Collected data entries
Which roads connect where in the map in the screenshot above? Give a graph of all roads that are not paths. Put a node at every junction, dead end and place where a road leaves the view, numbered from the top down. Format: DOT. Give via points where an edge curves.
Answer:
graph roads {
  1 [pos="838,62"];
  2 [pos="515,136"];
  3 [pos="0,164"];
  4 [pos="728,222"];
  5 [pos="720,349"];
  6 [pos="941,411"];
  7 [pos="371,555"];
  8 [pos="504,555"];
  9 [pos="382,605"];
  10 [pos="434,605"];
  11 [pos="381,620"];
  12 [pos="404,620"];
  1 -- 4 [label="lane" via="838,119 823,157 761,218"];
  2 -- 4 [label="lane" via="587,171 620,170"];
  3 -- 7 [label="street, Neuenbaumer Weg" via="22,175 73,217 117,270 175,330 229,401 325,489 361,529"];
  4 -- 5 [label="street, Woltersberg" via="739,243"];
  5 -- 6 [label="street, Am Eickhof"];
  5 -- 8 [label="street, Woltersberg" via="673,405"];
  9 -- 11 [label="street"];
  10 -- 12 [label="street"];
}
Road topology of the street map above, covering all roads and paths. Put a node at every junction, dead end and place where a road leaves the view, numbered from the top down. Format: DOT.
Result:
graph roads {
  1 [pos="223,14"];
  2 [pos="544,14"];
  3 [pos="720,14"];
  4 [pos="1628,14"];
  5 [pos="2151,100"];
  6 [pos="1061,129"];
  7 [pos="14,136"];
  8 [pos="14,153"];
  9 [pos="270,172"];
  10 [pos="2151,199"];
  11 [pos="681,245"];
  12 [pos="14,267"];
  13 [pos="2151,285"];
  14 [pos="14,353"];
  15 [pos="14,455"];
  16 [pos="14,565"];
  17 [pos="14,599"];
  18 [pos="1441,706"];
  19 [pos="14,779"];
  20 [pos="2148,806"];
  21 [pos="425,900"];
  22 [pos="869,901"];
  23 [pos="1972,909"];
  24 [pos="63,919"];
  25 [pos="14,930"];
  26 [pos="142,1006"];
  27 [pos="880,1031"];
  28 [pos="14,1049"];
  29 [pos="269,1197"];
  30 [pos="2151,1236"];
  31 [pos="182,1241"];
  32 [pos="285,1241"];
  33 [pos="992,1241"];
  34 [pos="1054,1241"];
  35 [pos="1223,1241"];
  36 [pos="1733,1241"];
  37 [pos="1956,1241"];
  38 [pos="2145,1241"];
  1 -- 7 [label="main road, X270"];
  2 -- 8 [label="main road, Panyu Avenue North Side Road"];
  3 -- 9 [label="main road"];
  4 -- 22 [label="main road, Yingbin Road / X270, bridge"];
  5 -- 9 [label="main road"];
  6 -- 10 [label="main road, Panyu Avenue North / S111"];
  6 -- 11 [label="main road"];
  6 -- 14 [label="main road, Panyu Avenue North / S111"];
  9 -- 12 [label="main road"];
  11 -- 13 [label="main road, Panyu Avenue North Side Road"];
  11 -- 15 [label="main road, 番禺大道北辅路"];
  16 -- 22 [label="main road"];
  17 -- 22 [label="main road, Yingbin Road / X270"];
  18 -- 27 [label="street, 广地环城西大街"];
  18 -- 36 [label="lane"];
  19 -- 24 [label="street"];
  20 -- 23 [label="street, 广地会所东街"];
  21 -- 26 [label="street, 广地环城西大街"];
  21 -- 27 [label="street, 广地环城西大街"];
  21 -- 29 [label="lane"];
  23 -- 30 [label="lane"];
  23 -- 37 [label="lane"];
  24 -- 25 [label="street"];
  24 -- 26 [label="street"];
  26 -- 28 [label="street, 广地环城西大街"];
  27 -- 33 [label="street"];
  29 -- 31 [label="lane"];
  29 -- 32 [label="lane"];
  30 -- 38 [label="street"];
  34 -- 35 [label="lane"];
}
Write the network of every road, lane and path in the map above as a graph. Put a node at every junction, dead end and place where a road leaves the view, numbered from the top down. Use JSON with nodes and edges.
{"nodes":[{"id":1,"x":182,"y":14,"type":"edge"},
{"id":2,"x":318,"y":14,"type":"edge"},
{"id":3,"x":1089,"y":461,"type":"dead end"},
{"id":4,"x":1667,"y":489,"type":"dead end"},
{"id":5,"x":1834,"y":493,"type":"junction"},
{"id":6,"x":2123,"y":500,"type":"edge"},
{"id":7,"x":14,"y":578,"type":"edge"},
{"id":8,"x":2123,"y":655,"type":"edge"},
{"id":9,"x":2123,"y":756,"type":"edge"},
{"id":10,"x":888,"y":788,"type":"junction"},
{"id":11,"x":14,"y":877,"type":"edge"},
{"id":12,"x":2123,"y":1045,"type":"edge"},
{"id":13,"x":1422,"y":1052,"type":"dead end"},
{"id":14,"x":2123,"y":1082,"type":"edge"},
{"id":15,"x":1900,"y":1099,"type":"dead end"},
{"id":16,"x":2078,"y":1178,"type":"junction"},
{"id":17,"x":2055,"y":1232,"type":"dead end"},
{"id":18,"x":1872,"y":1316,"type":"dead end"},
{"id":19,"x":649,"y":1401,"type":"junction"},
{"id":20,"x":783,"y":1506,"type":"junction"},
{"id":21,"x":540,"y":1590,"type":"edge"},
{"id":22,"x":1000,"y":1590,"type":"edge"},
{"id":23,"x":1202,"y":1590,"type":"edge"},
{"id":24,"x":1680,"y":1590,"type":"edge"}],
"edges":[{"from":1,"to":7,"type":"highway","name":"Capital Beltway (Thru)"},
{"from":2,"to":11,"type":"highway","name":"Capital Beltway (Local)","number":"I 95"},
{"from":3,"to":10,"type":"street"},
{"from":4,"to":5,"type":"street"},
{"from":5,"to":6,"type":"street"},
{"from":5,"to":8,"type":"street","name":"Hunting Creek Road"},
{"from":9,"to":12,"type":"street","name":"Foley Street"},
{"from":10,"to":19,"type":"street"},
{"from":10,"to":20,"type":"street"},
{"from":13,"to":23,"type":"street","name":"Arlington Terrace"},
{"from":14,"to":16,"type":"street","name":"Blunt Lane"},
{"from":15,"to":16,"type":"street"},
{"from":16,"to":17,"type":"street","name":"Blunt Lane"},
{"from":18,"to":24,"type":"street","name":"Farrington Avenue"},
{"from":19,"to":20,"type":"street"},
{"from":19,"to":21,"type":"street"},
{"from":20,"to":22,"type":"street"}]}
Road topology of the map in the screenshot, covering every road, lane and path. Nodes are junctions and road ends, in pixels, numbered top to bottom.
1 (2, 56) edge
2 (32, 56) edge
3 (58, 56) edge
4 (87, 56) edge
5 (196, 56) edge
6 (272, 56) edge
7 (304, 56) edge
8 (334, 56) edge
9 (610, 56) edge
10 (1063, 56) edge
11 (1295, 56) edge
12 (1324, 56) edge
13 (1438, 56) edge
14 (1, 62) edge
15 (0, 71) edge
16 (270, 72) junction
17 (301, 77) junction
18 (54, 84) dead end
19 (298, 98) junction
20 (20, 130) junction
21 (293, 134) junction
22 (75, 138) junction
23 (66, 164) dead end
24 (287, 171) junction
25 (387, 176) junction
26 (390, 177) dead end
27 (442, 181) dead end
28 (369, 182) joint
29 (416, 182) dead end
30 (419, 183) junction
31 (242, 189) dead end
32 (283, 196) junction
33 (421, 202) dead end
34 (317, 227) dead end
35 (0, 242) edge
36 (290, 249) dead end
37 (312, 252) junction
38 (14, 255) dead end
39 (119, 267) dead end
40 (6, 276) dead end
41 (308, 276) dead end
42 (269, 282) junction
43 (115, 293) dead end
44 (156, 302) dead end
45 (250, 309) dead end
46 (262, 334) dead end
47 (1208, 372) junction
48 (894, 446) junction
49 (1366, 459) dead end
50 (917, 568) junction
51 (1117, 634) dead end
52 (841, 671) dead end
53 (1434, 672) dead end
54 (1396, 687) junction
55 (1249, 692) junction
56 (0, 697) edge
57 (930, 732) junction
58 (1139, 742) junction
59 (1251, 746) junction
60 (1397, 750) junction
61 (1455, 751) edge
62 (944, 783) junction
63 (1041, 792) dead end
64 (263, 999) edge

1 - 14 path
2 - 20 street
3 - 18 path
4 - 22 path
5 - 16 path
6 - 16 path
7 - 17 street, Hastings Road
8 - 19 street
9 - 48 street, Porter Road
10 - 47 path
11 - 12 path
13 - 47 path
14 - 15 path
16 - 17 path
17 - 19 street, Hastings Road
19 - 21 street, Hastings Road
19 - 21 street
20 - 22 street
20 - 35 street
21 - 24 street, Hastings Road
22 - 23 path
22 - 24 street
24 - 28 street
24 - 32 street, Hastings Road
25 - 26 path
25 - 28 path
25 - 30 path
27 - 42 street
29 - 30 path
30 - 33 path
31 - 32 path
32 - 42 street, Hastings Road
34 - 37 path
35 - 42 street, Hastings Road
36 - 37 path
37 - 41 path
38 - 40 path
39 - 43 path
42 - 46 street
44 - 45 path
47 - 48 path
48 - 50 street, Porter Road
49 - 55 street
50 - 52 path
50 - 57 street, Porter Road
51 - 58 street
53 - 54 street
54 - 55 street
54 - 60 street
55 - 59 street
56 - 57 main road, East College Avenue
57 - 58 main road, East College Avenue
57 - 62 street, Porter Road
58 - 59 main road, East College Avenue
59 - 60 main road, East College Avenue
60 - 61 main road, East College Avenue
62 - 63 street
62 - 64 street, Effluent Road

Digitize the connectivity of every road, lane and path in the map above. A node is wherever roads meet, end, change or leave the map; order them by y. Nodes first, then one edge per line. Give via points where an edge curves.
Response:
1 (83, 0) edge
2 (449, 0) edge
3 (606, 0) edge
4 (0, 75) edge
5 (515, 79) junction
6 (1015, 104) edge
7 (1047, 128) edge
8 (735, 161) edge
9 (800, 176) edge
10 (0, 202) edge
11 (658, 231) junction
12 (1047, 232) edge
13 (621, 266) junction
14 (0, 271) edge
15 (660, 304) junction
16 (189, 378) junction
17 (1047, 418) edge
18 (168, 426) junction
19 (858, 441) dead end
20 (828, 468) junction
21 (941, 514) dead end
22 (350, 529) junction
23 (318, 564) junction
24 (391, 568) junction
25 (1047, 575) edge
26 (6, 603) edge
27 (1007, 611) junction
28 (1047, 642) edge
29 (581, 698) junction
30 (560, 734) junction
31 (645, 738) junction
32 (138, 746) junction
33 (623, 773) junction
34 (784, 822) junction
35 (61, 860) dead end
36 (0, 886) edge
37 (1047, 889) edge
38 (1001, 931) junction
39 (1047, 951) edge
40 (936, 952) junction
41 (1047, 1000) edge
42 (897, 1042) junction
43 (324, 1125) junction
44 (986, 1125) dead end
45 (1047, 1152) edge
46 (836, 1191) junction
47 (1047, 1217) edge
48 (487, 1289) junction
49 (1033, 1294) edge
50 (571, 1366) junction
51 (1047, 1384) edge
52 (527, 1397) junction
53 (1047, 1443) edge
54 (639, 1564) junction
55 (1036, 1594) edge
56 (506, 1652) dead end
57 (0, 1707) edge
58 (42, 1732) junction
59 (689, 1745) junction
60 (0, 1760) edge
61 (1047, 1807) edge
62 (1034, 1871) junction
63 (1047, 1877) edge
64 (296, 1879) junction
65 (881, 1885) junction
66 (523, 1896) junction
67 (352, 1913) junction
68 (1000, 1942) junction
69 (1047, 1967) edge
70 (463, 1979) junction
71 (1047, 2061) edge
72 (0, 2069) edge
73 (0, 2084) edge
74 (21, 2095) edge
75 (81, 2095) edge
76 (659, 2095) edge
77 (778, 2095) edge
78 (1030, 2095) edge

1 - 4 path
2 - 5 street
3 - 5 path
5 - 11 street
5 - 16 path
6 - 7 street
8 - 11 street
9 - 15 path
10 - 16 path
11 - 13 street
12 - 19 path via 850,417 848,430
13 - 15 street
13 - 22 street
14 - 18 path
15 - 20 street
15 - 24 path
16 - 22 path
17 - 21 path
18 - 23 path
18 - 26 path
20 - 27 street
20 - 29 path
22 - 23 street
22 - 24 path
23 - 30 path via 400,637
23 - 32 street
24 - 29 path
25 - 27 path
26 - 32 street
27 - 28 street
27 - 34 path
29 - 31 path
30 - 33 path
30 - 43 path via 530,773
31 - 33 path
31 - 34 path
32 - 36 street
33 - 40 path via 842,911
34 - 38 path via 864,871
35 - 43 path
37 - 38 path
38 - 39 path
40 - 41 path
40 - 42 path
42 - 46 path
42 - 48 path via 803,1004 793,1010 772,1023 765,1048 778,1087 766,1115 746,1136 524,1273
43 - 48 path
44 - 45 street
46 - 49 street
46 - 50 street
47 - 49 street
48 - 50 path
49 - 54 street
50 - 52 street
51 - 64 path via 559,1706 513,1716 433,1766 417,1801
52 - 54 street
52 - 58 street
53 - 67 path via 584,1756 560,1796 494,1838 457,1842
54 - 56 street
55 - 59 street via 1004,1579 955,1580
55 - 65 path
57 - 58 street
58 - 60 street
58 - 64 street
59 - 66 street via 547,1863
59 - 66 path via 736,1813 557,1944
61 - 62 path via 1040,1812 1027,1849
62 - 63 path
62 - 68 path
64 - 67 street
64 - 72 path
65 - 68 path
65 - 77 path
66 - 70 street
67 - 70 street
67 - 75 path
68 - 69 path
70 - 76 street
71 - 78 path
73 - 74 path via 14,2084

• [What to work on]: Where the string "Format" turns up in a line of the data above, copy that whole line.

• [Answer space]:
Which roads connect where in the map in the screenshot above? Give a graph of all roads that are not paths. Put a node at every junction, dead end and place where a road leaves the view, numbered from the top down. Format: DOT. Give via points where an edge curves.
Road topology of the street map above, covering all roads and paths. Put a node at every junction, dead end and place where a road leaves the view, numbered from the top down. Format: DOT.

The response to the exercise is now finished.